Storage Considerations for Privacy
Browser storage is visible to JavaScript running on the same origin. Content security policies can limit what scripts run, but any script that does run has full access to the origin’s localStorage, IndexedDB, and can respond to the Cache API.
Additionally, browser storage is one of the vectors for tracking: persistent identifiers in localStorage, IndexedDB records keyed by a user identifier, and other long-lived state can all be used as tracking mechanisms. Firefox’s total cookie protection partitions not just cookies but also service worker caches and some storage by top-level site, which affects third-party-embedded applications.
FAQ
What’s the best way to check how much storage my app is using?
navigator.storage.estimate() returns quota and usage. Usage is summed across all storage types for the origin. Individual type breakdowns require querying each API separately (count IndexedDB object stores, enumerate Cache API caches).
Can I increase the storage limit beyond the browser’s default?
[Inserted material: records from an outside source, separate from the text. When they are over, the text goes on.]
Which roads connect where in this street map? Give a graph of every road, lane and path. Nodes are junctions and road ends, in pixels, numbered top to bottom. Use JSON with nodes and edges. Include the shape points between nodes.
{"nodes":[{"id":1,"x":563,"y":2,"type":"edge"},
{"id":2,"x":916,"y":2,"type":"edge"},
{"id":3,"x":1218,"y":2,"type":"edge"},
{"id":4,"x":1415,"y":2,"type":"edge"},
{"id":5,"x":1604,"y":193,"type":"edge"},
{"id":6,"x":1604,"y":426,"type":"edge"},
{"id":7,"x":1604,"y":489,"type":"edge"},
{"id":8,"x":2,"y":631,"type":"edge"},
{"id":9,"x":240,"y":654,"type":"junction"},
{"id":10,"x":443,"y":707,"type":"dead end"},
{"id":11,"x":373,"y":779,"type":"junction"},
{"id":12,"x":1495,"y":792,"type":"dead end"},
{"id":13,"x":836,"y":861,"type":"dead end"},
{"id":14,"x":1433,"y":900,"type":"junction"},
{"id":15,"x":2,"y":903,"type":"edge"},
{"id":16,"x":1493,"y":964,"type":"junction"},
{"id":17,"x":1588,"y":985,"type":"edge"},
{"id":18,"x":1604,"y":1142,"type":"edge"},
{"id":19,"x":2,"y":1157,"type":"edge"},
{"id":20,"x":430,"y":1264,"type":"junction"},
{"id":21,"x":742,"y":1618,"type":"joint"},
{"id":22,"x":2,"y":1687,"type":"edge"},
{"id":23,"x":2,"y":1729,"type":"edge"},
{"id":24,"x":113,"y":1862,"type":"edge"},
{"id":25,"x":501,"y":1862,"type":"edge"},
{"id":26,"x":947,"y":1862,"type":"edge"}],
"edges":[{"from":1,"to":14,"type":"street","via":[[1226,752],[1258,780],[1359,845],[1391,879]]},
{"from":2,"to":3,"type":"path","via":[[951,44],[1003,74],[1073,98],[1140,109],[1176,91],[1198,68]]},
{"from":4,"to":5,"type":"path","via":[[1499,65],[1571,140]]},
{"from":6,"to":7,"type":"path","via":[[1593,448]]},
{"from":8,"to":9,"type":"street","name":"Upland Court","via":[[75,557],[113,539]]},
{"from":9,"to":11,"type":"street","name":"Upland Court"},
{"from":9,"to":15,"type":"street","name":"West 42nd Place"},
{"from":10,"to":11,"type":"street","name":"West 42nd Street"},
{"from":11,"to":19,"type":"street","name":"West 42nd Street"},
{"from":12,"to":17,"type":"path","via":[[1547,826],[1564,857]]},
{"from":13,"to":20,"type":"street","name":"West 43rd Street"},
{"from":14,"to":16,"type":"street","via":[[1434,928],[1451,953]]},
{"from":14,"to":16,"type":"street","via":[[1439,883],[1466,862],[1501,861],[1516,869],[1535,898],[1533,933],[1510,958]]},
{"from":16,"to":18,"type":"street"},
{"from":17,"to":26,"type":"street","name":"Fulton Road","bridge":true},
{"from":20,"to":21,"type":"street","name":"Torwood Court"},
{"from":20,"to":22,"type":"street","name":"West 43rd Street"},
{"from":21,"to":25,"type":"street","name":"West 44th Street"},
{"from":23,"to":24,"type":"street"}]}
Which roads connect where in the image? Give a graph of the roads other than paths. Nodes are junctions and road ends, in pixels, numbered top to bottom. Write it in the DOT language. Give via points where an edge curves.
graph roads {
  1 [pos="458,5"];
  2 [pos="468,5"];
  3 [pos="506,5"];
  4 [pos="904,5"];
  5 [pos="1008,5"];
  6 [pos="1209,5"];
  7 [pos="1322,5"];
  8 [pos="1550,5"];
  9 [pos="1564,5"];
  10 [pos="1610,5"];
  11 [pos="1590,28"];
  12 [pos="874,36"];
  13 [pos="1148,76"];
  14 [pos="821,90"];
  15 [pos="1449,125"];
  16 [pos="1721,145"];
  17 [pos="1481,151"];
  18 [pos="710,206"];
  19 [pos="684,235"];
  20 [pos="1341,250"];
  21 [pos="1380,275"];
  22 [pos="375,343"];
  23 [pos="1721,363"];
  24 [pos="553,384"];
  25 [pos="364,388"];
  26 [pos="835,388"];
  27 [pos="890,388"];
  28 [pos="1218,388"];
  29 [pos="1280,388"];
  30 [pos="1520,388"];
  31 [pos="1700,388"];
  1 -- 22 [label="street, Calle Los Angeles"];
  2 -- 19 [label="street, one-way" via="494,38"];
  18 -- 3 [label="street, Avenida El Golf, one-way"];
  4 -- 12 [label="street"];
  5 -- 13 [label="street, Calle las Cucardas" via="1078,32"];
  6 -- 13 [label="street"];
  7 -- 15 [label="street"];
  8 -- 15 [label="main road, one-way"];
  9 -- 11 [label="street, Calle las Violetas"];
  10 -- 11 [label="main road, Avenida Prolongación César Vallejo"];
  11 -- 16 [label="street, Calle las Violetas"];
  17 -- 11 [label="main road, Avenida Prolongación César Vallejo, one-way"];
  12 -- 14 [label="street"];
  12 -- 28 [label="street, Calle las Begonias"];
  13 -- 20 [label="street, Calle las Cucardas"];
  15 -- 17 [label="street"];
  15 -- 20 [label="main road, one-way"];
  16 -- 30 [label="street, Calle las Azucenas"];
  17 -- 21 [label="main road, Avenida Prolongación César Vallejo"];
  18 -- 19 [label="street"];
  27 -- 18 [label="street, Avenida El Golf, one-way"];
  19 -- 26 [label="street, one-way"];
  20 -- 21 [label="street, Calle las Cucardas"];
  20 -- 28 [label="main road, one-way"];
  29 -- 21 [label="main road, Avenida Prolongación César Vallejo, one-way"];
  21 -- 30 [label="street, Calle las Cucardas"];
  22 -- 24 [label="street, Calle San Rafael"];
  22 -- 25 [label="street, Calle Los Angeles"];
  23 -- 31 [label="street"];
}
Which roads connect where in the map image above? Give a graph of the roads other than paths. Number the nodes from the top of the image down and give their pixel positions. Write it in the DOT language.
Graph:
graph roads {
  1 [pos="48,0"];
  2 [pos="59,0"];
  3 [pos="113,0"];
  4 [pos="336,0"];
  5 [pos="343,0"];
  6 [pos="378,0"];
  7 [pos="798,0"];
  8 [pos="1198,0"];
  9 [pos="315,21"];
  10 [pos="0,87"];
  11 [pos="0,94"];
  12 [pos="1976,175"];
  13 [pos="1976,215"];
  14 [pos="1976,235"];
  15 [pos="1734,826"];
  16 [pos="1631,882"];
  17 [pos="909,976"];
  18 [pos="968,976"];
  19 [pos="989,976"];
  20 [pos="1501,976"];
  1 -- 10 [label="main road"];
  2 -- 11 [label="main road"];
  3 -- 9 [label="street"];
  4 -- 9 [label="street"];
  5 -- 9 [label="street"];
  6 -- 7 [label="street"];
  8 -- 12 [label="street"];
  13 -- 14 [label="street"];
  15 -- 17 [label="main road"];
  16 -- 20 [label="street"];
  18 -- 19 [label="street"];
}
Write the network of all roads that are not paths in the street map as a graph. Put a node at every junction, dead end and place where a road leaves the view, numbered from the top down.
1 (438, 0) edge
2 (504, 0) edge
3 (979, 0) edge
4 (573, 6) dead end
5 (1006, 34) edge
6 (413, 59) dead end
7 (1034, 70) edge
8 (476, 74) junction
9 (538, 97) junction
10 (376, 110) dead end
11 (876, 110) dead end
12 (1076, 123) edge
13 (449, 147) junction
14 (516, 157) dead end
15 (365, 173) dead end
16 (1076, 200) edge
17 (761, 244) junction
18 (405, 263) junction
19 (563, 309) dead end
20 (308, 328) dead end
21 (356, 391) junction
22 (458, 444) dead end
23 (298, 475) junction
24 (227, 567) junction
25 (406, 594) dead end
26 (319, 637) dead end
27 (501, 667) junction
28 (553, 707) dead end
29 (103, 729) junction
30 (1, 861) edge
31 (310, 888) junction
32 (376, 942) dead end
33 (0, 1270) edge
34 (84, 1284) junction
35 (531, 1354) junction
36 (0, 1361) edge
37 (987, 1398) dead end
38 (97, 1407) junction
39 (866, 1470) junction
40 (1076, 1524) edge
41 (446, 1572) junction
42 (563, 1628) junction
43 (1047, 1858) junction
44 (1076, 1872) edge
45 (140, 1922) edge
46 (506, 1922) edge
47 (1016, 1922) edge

Not programmatically. The quota is set by the browser based on available disk space. You can request persistent storage to prevent eviction, but you can’t increase the total allocation. For large datasets, server-side storage with local caching is more appropriate.
Does Safari’s ITP affect storage quotas? Safari’s ITP can delete website data for sites the user hasn’t visited recently (the 7-day rule for tracker-classified origins). For sites the user visits regularly, this doesn’t apply. For sites with long user absence, stored data may be deleted. This is separate from the quota mechanism — it’s an ITP-specific eviction policy on top of the quota system.
Is there a way to tell the user that storage is almost full?
Use navigator.storage.estimate() and compare usage to quota. If you’re at 80%+ of your allocation, warn the user in your UI that local storage is limited and offer to clean up or export data. This is better UX than silently failing writes.